Although asthma education undoubtedly improves outcomes in adults6 and children,7 research has been unable to dissociate the independent effect of the provision of a written action plan from that of asthma education in children.8 A Cochrane review of written asthma action plan efficacy in children and adults by Toelle and Ram9 including 1 pediatric10 and 6 adult trials concluded that there was no consistent evidence that written action plans produced better patient outcomes than no action plan or that one type of action plan was consistently more effective than another. In a 2002 systematic review of 1410 adults and 91 children with asthma, Lefevre et al8 found no evidence to support the independent effectiveness of a written action plan as an essential component of a self-management plan; they concluded that until there is such confirmation, the provision of a written action plan may be an inadequate use of time and resources. Therefore, should we be advocating the use of self-management plans in children at all?
With the recent publication of several pediatric randomized controlled trials examining the efficacy of written asthma action plans, we believe that a systematic review may clarify 2 issues: (1) whether the provision of a written asthma action plan in children and adolescents improves health outcomes independently of other educational interventions, and (2) which characteristics of action plans are associated with the greatest effectiveness. This article is an update of a Cochrane review recently published on the topic.11
The design was a systematic review of randomized controlled trials comparing the provision of a written action plan vs no plan or another type of action plan. All cointerventions (both medical and educational) were similar.
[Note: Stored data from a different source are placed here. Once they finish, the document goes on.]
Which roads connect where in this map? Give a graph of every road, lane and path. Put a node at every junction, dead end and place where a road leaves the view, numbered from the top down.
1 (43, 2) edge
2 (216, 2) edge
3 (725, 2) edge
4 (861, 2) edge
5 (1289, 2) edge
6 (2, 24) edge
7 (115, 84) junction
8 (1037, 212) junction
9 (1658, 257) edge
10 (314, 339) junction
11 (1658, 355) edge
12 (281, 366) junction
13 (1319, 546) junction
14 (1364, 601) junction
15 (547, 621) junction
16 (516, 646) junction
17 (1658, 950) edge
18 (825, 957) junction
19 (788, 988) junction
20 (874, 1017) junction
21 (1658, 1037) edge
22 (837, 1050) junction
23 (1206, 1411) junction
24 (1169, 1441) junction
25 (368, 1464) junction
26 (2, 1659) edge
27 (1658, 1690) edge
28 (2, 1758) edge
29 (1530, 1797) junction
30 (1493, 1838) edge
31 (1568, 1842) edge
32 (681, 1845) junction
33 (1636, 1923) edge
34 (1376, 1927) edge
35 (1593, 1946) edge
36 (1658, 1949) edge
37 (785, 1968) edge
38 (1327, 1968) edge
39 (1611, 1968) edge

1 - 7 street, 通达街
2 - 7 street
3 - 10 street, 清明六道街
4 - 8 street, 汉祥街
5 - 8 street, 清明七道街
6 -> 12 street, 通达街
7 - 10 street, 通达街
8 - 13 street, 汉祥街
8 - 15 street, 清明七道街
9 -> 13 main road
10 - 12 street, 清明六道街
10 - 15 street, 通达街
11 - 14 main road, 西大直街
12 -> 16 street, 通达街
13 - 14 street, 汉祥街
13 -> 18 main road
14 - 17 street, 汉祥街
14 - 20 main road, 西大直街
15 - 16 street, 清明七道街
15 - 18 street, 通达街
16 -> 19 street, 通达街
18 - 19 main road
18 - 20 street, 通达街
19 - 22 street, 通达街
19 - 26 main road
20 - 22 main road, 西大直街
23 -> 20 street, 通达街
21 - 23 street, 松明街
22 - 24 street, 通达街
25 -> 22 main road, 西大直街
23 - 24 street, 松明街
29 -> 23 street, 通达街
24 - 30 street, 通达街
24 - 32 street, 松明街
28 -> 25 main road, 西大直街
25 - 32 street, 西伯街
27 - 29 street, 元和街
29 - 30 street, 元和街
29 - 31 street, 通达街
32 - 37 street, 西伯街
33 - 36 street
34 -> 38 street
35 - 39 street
The primary outcome was the number of children with at least 1 unscheduled acute care visit to the emergency department or general health care practitioner for management of an asthma exacerbation. Secondary outcome measures included the following: (1) measures reflecting the severity of exacerbations (need for systemic steroids and patients requiring hospital admission); (2) measures reflecting chronic asthma control (symptom scores, use of rescue β2 agonists, pulmonary function tests, quality of life, number of symptomatic days per week, and school absenteeism); (3) parent and patient satisfaction; and (4) rates of adverse effects and withdrawal rates.
We searched the Cochrane Airways Group Clinical Trials Register until March 2006, which includes individual searches of MEDLINE, EMBASE, CINAHL and the Cochrane Central Register of Controlled Trials, for randomized controlled trials that evaluated asthma action plans in the pediatric population. We used the following Medical Subject Headings of the National Library of Medicine, full-text, and keyword term:
(educat* OR self-manag* OR “self manag*” OR “action plan*” OR action-plan* OR self-care OR “self care” OR self-medicat* OR “self medicat*” OR “management-plan” OR “management plan” or “management program*”) AND (child* OR paediat* OR pediat* OR infant* OR toddler* OR bab* OR young* OR school* OR newborn* OR new-born* OR neo-nat* OR neonat* OR parent*) AND asthma*. We checked the bibliographies of all of the included studies and review articles for additional trials.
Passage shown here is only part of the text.